> **To do**: The reply should hold every record, copied exactly, and none of the pictures.

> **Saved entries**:
◆ ◆ ◆ ◆ ◆ ◆ ◆

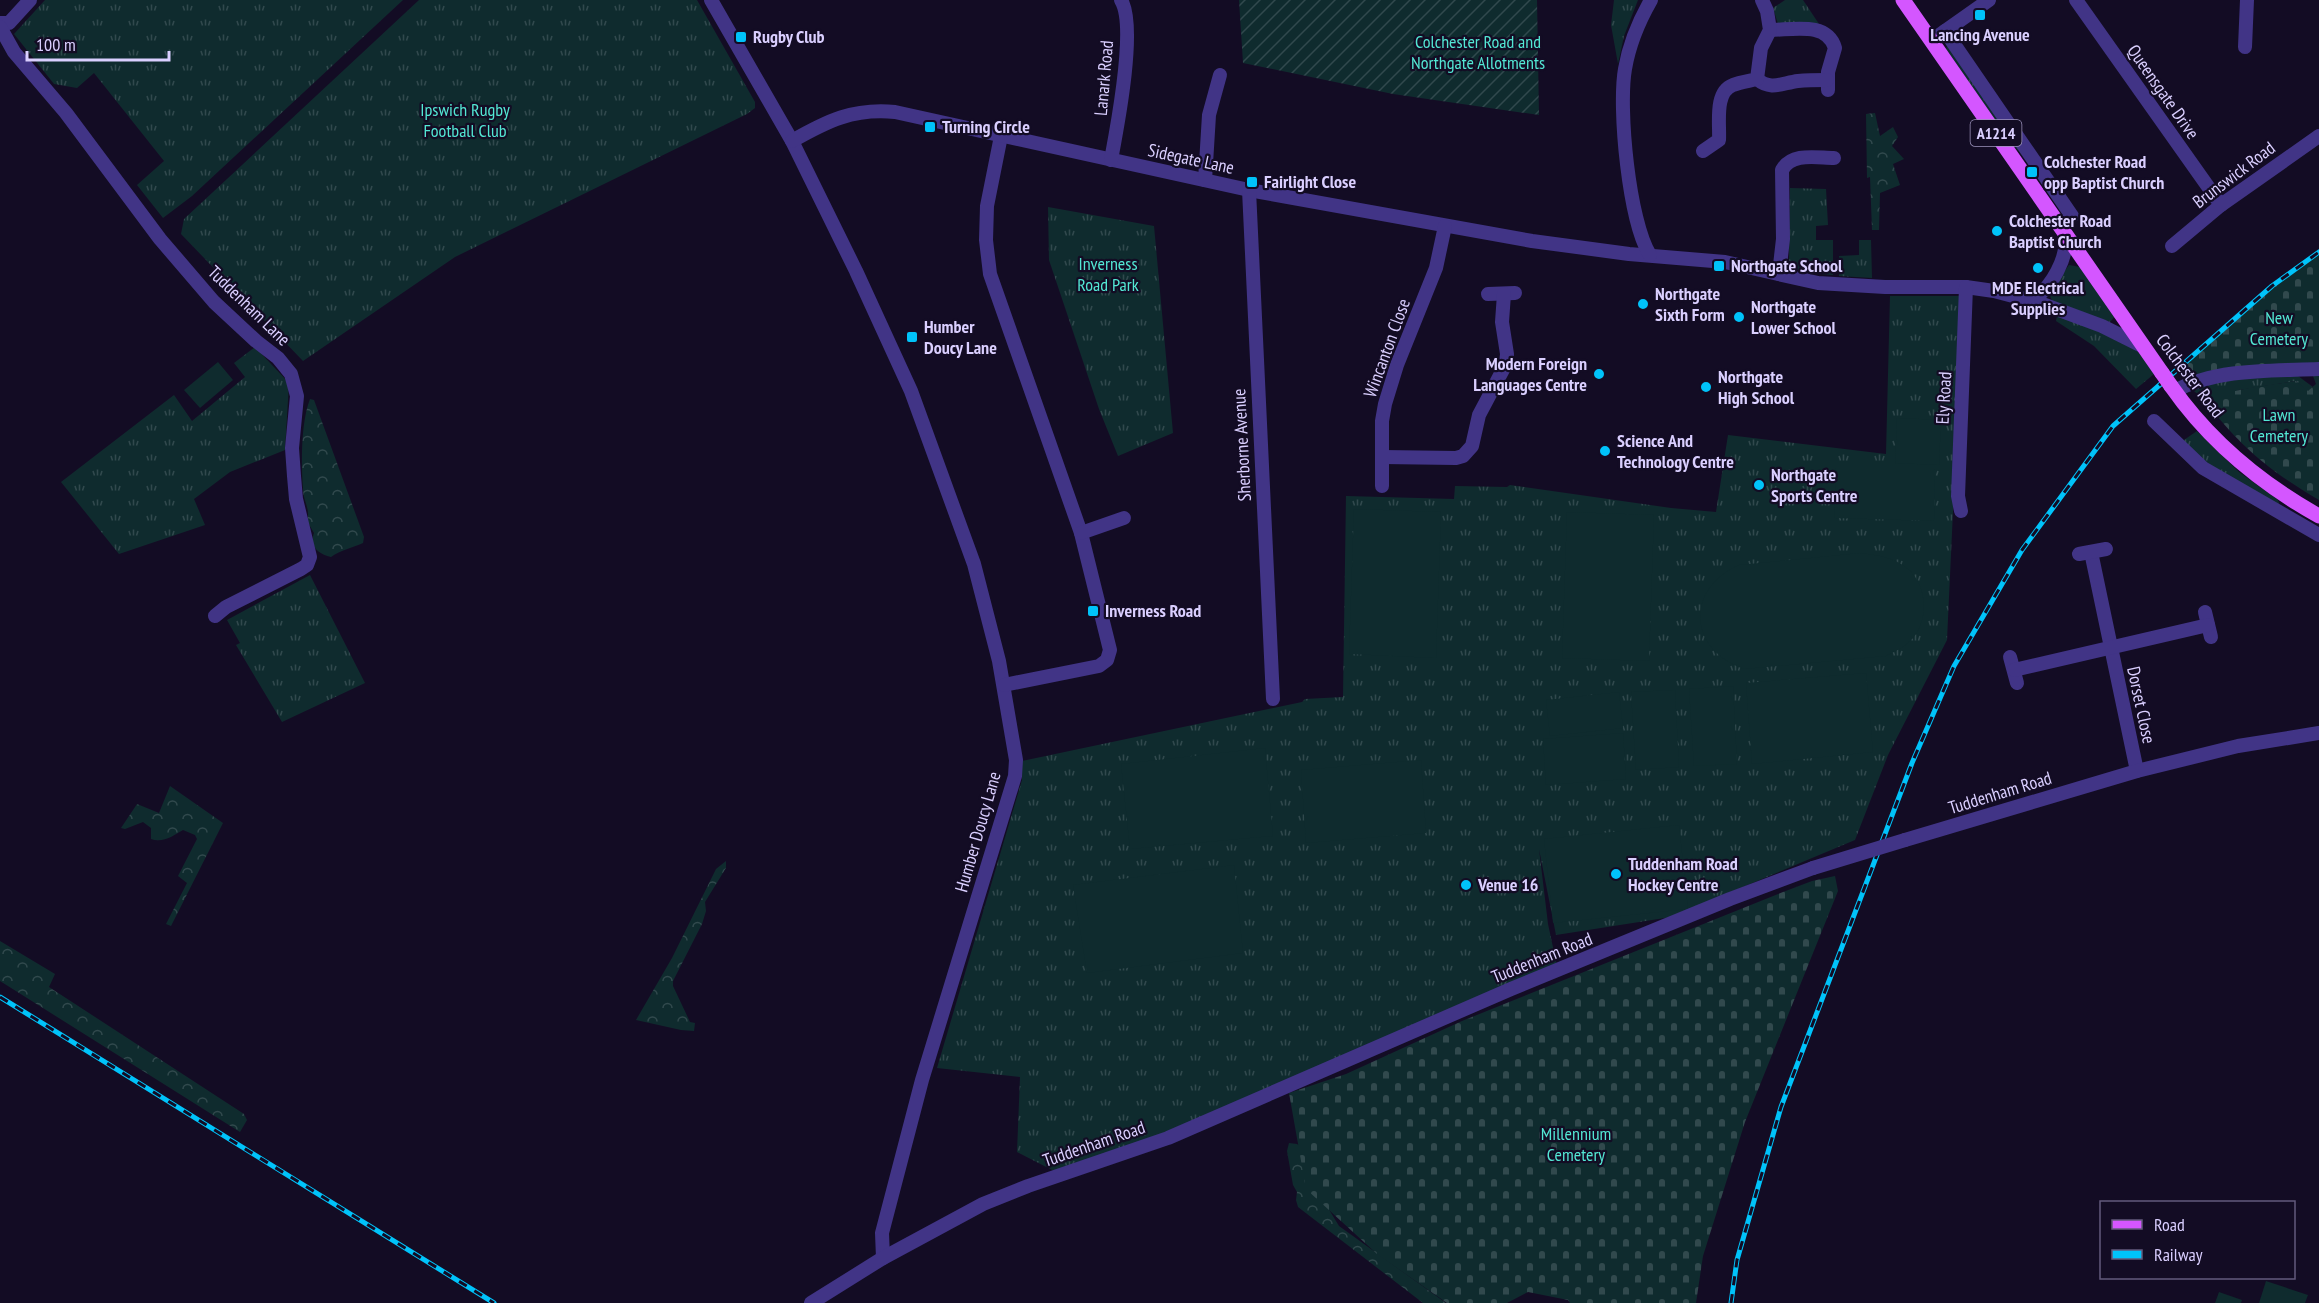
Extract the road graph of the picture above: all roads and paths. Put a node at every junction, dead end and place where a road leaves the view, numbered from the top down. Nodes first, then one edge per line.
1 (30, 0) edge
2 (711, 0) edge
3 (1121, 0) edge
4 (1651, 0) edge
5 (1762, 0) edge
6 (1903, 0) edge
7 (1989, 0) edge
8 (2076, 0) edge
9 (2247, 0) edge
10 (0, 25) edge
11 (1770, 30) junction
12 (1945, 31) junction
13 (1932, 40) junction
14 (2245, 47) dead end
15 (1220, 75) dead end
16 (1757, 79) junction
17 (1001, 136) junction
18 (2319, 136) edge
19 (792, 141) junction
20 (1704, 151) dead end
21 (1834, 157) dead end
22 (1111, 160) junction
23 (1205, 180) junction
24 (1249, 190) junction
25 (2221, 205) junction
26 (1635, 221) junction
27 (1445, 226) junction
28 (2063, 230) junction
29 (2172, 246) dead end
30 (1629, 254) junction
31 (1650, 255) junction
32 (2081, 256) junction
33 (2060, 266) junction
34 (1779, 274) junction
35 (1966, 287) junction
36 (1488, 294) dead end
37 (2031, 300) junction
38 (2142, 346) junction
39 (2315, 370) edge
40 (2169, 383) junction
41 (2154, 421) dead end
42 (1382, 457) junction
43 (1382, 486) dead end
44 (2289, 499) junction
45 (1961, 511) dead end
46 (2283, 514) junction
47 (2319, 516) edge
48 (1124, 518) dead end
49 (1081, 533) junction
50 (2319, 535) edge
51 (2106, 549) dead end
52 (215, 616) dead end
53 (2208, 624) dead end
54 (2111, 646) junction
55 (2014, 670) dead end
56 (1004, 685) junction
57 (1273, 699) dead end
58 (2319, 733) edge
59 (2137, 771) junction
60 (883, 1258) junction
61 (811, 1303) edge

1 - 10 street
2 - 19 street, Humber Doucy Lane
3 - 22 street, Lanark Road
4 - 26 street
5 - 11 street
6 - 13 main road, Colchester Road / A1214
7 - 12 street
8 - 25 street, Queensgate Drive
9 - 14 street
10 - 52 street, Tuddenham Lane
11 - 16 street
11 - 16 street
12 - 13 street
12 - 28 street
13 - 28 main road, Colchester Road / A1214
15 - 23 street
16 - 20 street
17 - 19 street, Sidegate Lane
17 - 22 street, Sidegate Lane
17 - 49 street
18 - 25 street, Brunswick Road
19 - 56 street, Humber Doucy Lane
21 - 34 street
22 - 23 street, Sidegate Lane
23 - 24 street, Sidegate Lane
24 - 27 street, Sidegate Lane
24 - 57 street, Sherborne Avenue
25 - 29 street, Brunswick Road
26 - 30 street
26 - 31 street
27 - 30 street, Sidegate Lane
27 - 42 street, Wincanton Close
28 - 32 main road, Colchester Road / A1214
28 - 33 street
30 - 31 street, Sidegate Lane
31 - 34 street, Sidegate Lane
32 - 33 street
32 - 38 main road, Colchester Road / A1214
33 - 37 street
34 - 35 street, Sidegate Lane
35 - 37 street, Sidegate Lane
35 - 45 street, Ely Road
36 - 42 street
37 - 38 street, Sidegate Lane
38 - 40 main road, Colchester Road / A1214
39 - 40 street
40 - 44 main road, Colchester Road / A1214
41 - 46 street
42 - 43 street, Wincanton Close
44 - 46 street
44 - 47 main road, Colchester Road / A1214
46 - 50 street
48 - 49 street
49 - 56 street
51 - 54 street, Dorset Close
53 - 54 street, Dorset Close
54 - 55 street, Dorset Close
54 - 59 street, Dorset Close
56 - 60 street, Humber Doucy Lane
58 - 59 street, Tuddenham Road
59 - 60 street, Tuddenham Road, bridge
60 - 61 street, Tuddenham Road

◆ ◆ ◆ ◆ ◆ ◆ ◆

> **Expected answer**:
Extract the road graph of the picture above: all roads and paths. Put a node at every junction, dead end and place where a road leaves the view, numbered from the top down. Nodes first, then one edge per line.
1 (30, 0) edge
2 (711, 0) edge
3 (1121, 0) edge
4 (1651, 0) edge
5 (1762, 0) edge
6 (1903, 0) edge
7 (1989, 0) edge
8 (2076, 0) edge
9 (2247, 0) edge
10 (0, 25) edge
11 (1770, 30) junction
12 (1945, 31) junction
13 (1932, 40) junction
14 (2245, 47) dead end
15 (1220, 75) dead end
16 (1757, 79) junction
17 (1001, 136) junction
18 (2319, 136) edge
19 (792, 141) junction
20 (1704, 151) dead end
21 (1834, 157) dead end
22 (1111, 160) junction
23 (1205, 180) junction
24 (1249, 190) junction
25 (2221, 205) junction
26 (1635, 221) junction
27 (1445, 226) junction
28 (2063, 230) junction
29 (2172, 246) dead end
30 (1629, 254) junction
31 (1650, 255) junction
32 (2081, 256) junction
33 (2060, 266) junction
34 (1779, 274) junction
35 (1966, 287) junction
36 (1488, 294) dead end
37 (2031, 300) junction
38 (2142, 346) junction
39 (2315, 370) edge
40 (2169, 383) junction
41 (2154, 421) dead end
42 (1382, 457) junction
43 (1382, 486) dead end
44 (2289, 499) junction
45 (1961, 511) dead end
46 (2283, 514) junction
47 (2319, 516) edge
48 (1124, 518) dead end
49 (1081, 533) junction
50 (2319, 535) edge
51 (2106, 549) dead end
52 (215, 616) dead end
53 (2208, 624) dead end
54 (2111, 646) junction
55 (2014, 670) dead end
56 (1004, 685) junction
57 (1273, 699) dead end
58 (2319, 733) edge
59 (2137, 771) junction
60 (883, 1258) junction
61 (811, 1303) edge

1 - 10 street
2 - 19 street, Humber Doucy Lane
3 - 22 street, Lanark Road
4 - 26 street
5 - 11 street
6 - 13 main road, Colchester Road / A1214
7 - 12 street
8 - 25 street, Queensgate Drive
9 - 14 street
10 - 52 street, Tuddenham Lane
11 - 16 street
11 - 16 street
12 - 13 street
12 - 28 street
13 - 28 main road, Colchester Road / A1214
15 - 23 street
16 - 20 street
17 - 19 street, Sidegate Lane
17 - 22 street, Sidegate Lane
17 - 49 street
18 - 25 street, Brunswick Road
19 - 56 street, Humber Doucy Lane
21 - 34 street
22 - 23 street, Sidegate Lane
23 - 24 street, Sidegate Lane
24 - 27 street, Sidegate Lane
24 - 57 street, Sherborne Avenue
25 - 29 street, Brunswick Road
26 - 30 street
26 - 31 street
27 - 30 street, Sidegate Lane
27 - 42 street, Wincanton Close
28 - 32 main road, Colchester Road / A1214
28 - 33 street
30 - 31 street, Sidegate Lane
31 - 34 street, Sidegate Lane
32 - 33 street
32 - 38 main road, Colchester Road / A1214
33 - 37 street
34 - 35 street, Sidegate Lane
35 - 37 street, Sidegate Lane
35 - 45 street, Ely Road
36 - 42 street
37 - 38 street, Sidegate Lane
38 - 40 main road, Colchester Road / A1214
39 - 40 street
40 - 44 main road, Colchester Road / A1214
41 - 46 street
42 - 43 street, Wincanton Close
44 - 46 street
44 - 47 main road, Colchester Road / A1214
46 - 50 street
48 - 49 street
49 - 56 street
51 - 54 street, Dorset Close
53 - 54 street, Dorset Close
54 - 55 street, Dorset Close
54 - 59 street, Dorset Close
56 - 60 street, Humber Doucy Lane
58 - 59 street, Tuddenham Road
59 - 60 street, Tuddenham Road, bridge
60 - 61 street, Tuddenham Road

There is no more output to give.